WHAT IS BEING ASKED — With the records in front of you, set every one of them down exactly.

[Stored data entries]
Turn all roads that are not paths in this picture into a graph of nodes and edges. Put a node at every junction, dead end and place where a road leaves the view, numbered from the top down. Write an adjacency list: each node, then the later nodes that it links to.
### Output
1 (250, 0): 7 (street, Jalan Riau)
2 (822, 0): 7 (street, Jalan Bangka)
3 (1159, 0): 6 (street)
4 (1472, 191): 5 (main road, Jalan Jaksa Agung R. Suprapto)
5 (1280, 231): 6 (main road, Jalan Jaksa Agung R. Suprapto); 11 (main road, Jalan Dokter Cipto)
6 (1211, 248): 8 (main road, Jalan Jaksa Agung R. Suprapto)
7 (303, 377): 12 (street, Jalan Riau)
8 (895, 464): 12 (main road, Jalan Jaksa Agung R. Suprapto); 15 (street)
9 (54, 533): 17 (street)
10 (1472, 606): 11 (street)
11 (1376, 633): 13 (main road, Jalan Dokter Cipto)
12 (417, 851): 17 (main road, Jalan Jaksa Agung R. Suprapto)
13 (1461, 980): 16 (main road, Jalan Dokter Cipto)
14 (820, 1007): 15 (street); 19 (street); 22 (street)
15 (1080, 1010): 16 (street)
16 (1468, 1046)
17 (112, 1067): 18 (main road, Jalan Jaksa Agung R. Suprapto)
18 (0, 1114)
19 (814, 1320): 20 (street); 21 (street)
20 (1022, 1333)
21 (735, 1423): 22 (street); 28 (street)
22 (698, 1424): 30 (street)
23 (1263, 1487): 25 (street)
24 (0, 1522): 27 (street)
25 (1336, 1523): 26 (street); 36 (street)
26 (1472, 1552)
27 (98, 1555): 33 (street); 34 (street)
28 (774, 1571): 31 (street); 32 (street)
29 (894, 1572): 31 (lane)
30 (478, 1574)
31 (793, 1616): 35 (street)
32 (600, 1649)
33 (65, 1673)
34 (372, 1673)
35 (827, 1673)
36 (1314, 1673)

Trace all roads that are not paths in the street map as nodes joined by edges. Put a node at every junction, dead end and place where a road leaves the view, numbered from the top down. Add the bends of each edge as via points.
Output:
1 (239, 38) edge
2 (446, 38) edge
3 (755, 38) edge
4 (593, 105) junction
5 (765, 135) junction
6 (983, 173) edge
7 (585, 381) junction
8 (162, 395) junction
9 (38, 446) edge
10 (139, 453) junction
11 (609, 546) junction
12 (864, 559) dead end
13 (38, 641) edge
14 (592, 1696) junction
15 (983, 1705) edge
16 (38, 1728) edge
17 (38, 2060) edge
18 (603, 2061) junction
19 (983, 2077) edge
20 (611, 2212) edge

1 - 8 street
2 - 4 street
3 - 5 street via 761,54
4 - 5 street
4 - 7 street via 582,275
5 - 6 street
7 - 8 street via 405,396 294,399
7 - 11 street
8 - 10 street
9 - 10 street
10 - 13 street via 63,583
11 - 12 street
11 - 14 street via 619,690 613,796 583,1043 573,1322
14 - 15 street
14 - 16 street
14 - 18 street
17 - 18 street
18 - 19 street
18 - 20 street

RESULT BELOW —
Turn all roads that are not paths in this picture into a graph of nodes and edges. Put a node at every junction, dead end and place where a road leaves the view, numbered from the top down. Write an adjacency list: each node, then the later nodes that it links to.
### Output
1 (250, 0): 7 (street, Jalan Riau)
2 (822, 0): 7 (street, Jalan Bangka)
3 (1159, 0): 6 (street)
4 (1472, 191): 5 (main road, Jalan Jaksa Agung R. Suprapto)
5 (1280, 231): 6 (main road, Jalan Jaksa Agung R. Suprapto); 11 (main road, Jalan Dokter Cipto)
6 (1211, 248): 8 (main road, Jalan Jaksa Agung R. Suprapto)
7 (303, 377): 12 (street, Jalan Riau)
8 (895, 464): 12 (main road, Jalan Jaksa Agung R. Suprapto); 15 (street)
9 (54, 533): 17 (street)
10 (1472, 606): 11 (street)
11 (1376, 633): 13 (main road, Jalan Dokter Cipto)
12 (417, 851): 17 (main road, Jalan Jaksa Agung R. Suprapto)
13 (1461, 980): 16 (main road, Jalan Dokter Cipto)
14 (820, 1007): 15 (street); 19 (street); 22 (street)
15 (1080, 1010): 16 (street)
16 (1468, 1046)
17 (112, 1067): 18 (main road, Jalan Jaksa Agung R. Suprapto)
18 (0, 1114)
19 (814, 1320): 20 (street); 21 (street)
20 (1022, 1333)
21 (735, 1423): 22 (street); 28 (street)
22 (698, 1424): 30 (street)
23 (1263, 1487): 25 (street)
24 (0, 1522): 27 (street)
25 (1336, 1523): 26 (street); 36 (street)
26 (1472, 1552)
27 (98, 1555): 33 (street); 34 (street)
28 (774, 1571): 31 (street); 32 (street)
29 (894, 1572): 31 (lane)
30 (478, 1574)
31 (793, 1616): 35 (street)
32 (600, 1649)
33 (65, 1673)
34 (372, 1673)
35 (827, 1673)
36 (1314, 1673)

Trace all roads that are not paths in the street map as nodes joined by edges. Put a node at every junction, dead end and place where a road leaves the view, numbered from the top down. Add the bends of each edge as via points.
Output:
1 (239, 38) edge
2 (446, 38) edge
3 (755, 38) edge
4 (593, 105) junction
5 (765, 135) junction
6 (983, 173) edge
7 (585, 381) junction
8 (162, 395) junction
9 (38, 446) edge
10 (139, 453) junction
11 (609, 546) junction
12 (864, 559) dead end
13 (38, 641) edge
14 (592, 1696) junction
15 (983, 1705) edge
16 (38, 1728) edge
17 (38, 2060) edge
18 (603, 2061) junction
19 (983, 2077) edge
20 (611, 2212) edge

1 - 8 street
2 - 4 street
3 - 5 street via 761,54
4 - 5 street
4 - 7 street via 582,275
5 - 6 street
7 - 8 street via 405,396 294,399
7 - 11 street
8 - 10 street
9 - 10 street
10 - 13 street via 63,583
11 - 12 street
11 - 14 street via 619,690 613,796 583,1043 573,1322
14 - 15 street
14 - 16 street
14 - 18 street
17 - 18 street
18 - 19 street
18 - 20 street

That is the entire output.